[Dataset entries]
Start of Block
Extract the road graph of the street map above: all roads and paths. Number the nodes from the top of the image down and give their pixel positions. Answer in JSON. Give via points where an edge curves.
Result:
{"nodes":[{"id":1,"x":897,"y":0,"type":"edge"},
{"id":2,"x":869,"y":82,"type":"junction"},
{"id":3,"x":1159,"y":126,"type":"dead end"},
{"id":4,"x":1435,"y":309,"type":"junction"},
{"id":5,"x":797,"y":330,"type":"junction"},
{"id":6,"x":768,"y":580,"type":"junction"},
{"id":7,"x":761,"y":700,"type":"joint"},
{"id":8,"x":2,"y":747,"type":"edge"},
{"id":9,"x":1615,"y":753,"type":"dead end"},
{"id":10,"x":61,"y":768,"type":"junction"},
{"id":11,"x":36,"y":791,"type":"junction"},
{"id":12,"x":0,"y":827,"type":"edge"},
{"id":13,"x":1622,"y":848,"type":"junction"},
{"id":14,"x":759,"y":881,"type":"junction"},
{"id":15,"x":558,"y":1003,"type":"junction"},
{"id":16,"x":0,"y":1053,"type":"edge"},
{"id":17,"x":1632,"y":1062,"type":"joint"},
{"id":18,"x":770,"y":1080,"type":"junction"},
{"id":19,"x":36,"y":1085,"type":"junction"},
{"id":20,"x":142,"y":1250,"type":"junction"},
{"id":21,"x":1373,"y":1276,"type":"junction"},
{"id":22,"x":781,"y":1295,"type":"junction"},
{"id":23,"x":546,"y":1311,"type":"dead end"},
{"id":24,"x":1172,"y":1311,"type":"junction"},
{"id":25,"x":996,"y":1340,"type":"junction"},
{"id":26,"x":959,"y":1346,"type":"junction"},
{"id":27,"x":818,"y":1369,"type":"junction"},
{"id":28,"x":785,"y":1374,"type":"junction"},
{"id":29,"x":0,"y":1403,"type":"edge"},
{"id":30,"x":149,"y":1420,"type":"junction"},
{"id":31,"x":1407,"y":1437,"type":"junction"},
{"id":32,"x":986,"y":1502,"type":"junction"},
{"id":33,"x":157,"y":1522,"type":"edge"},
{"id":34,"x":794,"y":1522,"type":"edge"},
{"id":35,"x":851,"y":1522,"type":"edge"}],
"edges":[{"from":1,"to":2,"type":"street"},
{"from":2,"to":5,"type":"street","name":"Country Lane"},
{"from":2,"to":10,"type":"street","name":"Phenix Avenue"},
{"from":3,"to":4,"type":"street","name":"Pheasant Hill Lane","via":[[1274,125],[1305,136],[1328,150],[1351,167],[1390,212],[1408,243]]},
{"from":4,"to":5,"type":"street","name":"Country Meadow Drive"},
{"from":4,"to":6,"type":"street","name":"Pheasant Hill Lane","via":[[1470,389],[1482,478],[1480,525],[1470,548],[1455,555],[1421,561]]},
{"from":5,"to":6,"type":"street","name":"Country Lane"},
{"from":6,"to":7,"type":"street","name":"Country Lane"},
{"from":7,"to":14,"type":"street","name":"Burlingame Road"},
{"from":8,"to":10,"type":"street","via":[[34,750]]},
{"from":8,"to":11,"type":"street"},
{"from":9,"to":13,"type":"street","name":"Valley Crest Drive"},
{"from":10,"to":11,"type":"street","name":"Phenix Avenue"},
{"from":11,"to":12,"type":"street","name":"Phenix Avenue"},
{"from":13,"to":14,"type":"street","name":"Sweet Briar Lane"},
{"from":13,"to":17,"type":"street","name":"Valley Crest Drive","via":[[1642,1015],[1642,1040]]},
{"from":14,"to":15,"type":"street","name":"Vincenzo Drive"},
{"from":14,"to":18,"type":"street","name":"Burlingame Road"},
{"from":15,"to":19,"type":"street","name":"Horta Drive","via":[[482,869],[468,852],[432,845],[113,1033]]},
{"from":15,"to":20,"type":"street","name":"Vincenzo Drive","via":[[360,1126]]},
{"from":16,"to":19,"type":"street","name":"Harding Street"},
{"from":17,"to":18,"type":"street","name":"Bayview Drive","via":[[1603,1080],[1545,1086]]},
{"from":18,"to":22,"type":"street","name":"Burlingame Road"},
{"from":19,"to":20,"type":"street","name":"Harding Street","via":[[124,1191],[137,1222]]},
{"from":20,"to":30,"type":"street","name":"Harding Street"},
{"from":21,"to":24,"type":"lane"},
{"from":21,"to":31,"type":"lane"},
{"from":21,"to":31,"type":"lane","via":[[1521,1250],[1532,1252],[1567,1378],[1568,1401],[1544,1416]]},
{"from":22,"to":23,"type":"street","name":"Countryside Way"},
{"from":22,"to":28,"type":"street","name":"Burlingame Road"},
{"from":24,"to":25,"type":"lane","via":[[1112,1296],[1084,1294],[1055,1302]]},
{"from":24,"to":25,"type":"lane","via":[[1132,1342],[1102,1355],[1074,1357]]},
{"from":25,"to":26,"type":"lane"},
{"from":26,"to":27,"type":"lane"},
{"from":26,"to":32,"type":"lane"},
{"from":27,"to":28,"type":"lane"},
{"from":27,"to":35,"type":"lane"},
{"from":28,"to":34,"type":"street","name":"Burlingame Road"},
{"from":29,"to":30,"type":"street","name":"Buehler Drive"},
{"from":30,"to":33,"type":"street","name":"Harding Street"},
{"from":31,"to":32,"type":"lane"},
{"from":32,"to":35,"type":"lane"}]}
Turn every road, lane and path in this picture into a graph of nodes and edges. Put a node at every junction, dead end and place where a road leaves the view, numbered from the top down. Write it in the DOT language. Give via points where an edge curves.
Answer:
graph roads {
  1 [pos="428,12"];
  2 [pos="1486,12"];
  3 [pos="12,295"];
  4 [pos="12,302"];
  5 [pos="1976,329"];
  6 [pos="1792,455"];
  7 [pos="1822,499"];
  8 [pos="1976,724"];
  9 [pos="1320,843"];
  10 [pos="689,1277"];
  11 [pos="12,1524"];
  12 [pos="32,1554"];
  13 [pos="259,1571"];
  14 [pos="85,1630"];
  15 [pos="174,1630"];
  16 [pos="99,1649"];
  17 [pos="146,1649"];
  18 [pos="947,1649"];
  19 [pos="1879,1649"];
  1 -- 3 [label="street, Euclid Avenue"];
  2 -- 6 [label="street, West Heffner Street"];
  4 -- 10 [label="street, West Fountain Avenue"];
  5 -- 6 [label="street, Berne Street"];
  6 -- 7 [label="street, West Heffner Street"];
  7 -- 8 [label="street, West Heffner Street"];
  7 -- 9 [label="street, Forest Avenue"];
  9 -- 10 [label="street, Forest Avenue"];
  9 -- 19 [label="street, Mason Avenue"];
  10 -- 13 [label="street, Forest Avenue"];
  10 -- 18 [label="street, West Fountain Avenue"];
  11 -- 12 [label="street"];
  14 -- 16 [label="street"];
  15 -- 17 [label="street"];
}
End of Block
What this task involves | The response should be every record above restated exactly.

Output for this task |
Extract the road graph of the street map above: all roads and paths. Number the nodes from the top of the image down and give their pixel positions. Answer in JSON. Give via points where an edge curves.
Result:
{"nodes":[{"id":1,"x":897,"y":0,"type":"edge"},
{"id":2,"x":869,"y":82,"type":"junction"},
{"id":3,"x":1159,"y":126,"type":"dead end"},
{"id":4,"x":1435,"y":309,"type":"junction"},
{"id":5,"x":797,"y":330,"type":"junction"},
{"id":6,"x":768,"y":580,"type":"junction"},
{"id":7,"x":761,"y":700,"type":"joint"},
{"id":8,"x":2,"y":747,"type":"edge"},
{"id":9,"x":1615,"y":753,"type":"dead end"},
{"id":10,"x":61,"y":768,"type":"junction"},
{"id":11,"x":36,"y":791,"type":"junction"},
{"id":12,"x":0,"y":827,"type":"edge"},
{"id":13,"x":1622,"y":848,"type":"junction"},
{"id":14,"x":759,"y":881,"type":"junction"},
{"id":15,"x":558,"y":1003,"type":"junction"},
{"id":16,"x":0,"y":1053,"type":"edge"},
{"id":17,"x":1632,"y":1062,"type":"joint"},
{"id":18,"x":770,"y":1080,"type":"junction"},
{"id":19,"x":36,"y":1085,"type":"junction"},
{"id":20,"x":142,"y":1250,"type":"junction"},
{"id":21,"x":1373,"y":1276,"type":"junction"},
{"id":22,"x":781,"y":1295,"type":"junction"},
{"id":23,"x":546,"y":1311,"type":"dead end"},
{"id":24,"x":1172,"y":1311,"type":"junction"},
{"id":25,"x":996,"y":1340,"type":"junction"},
{"id":26,"x":959,"y":1346,"type":"junction"},
{"id":27,"x":818,"y":1369,"type":"junction"},
{"id":28,"x":785,"y":1374,"type":"junction"},
{"id":29,"x":0,"y":1403,"type":"edge"},
{"id":30,"x":149,"y":1420,"type":"junction"},
{"id":31,"x":1407,"y":1437,"type":"junction"},
{"id":32,"x":986,"y":1502,"type":"junction"},
{"id":33,"x":157,"y":1522,"type":"edge"},
{"id":34,"x":794,"y":1522,"type":"edge"},
{"id":35,"x":851,"y":1522,"type":"edge"}],
"edges":[{"from":1,"to":2,"type":"street"},
{"from":2,"to":5,"type":"street","name":"Country Lane"},
{"from":2,"to":10,"type":"street","name":"Phenix Avenue"},
{"from":3,"to":4,"type":"street","name":"Pheasant Hill Lane","via":[[1274,125],[1305,136],[1328,150],[1351,167],[1390,212],[1408,243]]},
{"from":4,"to":5,"type":"street","name":"Country Meadow Drive"},
{"from":4,"to":6,"type":"street","name":"Pheasant Hill Lane","via":[[1470,389],[1482,478],[1480,525],[1470,548],[1455,555],[1421,561]]},
{"from":5,"to":6,"type":"street","name":"Country Lane"},
{"from":6,"to":7,"type":"street","name":"Country Lane"},
{"from":7,"to":14,"type":"street","name":"Burlingame Road"},
{"from":8,"to":10,"type":"street","via":[[34,750]]},
{"from":8,"to":11,"type":"street"},
{"from":9,"to":13,"type":"street","name":"Valley Crest Drive"},
{"from":10,"to":11,"type":"street","name":"Phenix Avenue"},
{"from":11,"to":12,"type":"street","name":"Phenix Avenue"},
{"from":13,"to":14,"type":"street","name":"Sweet Briar Lane"},
{"from":13,"to":17,"type":"street","name":"Valley Crest Drive","via":[[1642,1015],[1642,1040]]},
{"from":14,"to":15,"type":"street","name":"Vincenzo Drive"},
{"from":14,"to":18,"type":"street","name":"Burlingame Road"},
{"from":15,"to":19,"type":"street","name":"Horta Drive","via":[[482,869],[468,852],[432,845],[113,1033]]},
{"from":15,"to":20,"type":"street","name":"Vincenzo Drive","via":[[360,1126]]},
{"from":16,"to":19,"type":"street","name":"Harding Street"},
{"from":17,"to":18,"type":"street","name":"Bayview Drive","via":[[1603,1080],[1545,1086]]},
{"from":18,"to":22,"type":"street","name":"Burlingame Road"},
{"from":19,"to":20,"type":"street","name":"Harding Street","via":[[124,1191],[137,1222]]},
{"from":20,"to":30,"type":"street","name":"Harding Street"},
{"from":21,"to":24,"type":"lane"},
{"from":21,"to":31,"type":"lane"},
{"from":21,"to":31,"type":"lane","via":[[1521,1250],[1532,1252],[1567,1378],[1568,1401],[1544,1416]]},
{"from":22,"to":23,"type":"street","name":"Countryside Way"},
{"from":22,"to":28,"type":"street","name":"Burlingame Road"},
{"from":24,"to":25,"type":"lane","via":[[1112,1296],[1084,1294],[1055,1302]]},
{"from":24,"to":25,"type":"lane","via":[[1132,1342],[1102,1355],[1074,1357]]},
{"from":25,"to":26,"type":"lane"},
{"from":26,"to":27,"type":"lane"},
{"from":26,"to":32,"type":"lane"},
{"from":27,"to":28,"type":"lane"},
{"from":27,"to":35,"type":"lane"},
{"from":28,"to":34,"type":"street","name":"Burlingame Road"},
{"from":29,"to":30,"type":"street","name":"Buehler Drive"},
{"from":30,"to":33,"type":"street","name":"Harding Street"},
{"from":31,"to":32,"type":"lane"},
{"from":32,"to":35,"type":"lane"}]}
Turn every road, lane and path in this picture into a graph of nodes and edges. Put a node at every junction, dead end and place where a road leaves the view, numbered from the top down. Write it in the DOT language. Give via points where an edge curves.
Answer:
graph roads {
  1 [pos="428,12"];
  2 [pos="1486,12"];
  3 [pos="12,295"];
  4 [pos="12,302"];
  5 [pos="1976,329"];
  6 [pos="1792,455"];
  7 [pos="1822,499"];
  8 [pos="1976,724"];
  9 [pos="1320,843"];
  10 [pos="689,1277"];
  11 [pos="12,1524"];
  12 [pos="32,1554"];
  13 [pos="259,1571"];
  14 [pos="85,1630"];
  15 [pos="174,1630"];
  16 [pos="99,1649"];
  17 [pos="146,1649"];
  18 [pos="947,1649"];
  19 [pos="1879,1649"];
  1 -- 3 [label="street, Euclid Avenue"];
  2 -- 6 [label="street, West Heffner Street"];
  4 -- 10 [label="street, West Fountain Avenue"];
  5 -- 6 [label="street, Berne Street"];
  6 -- 7 [label="street, West Heffner Street"];
  7 -- 8 [label="street, West Heffner Street"];
  7 -- 9 [label="street, Forest Avenue"];
  9 -- 10 [label="street, Forest Avenue"];
  9 -- 19 [label="street, Mason Avenue"];
  10 -- 13 [label="street, Forest Avenue"];
  10 -- 18 [label="street, West Fountain Avenue"];
  11 -- 12 [label="street"];
  14 -- 16 [label="street"];
  15 -- 17 [label="street"];
}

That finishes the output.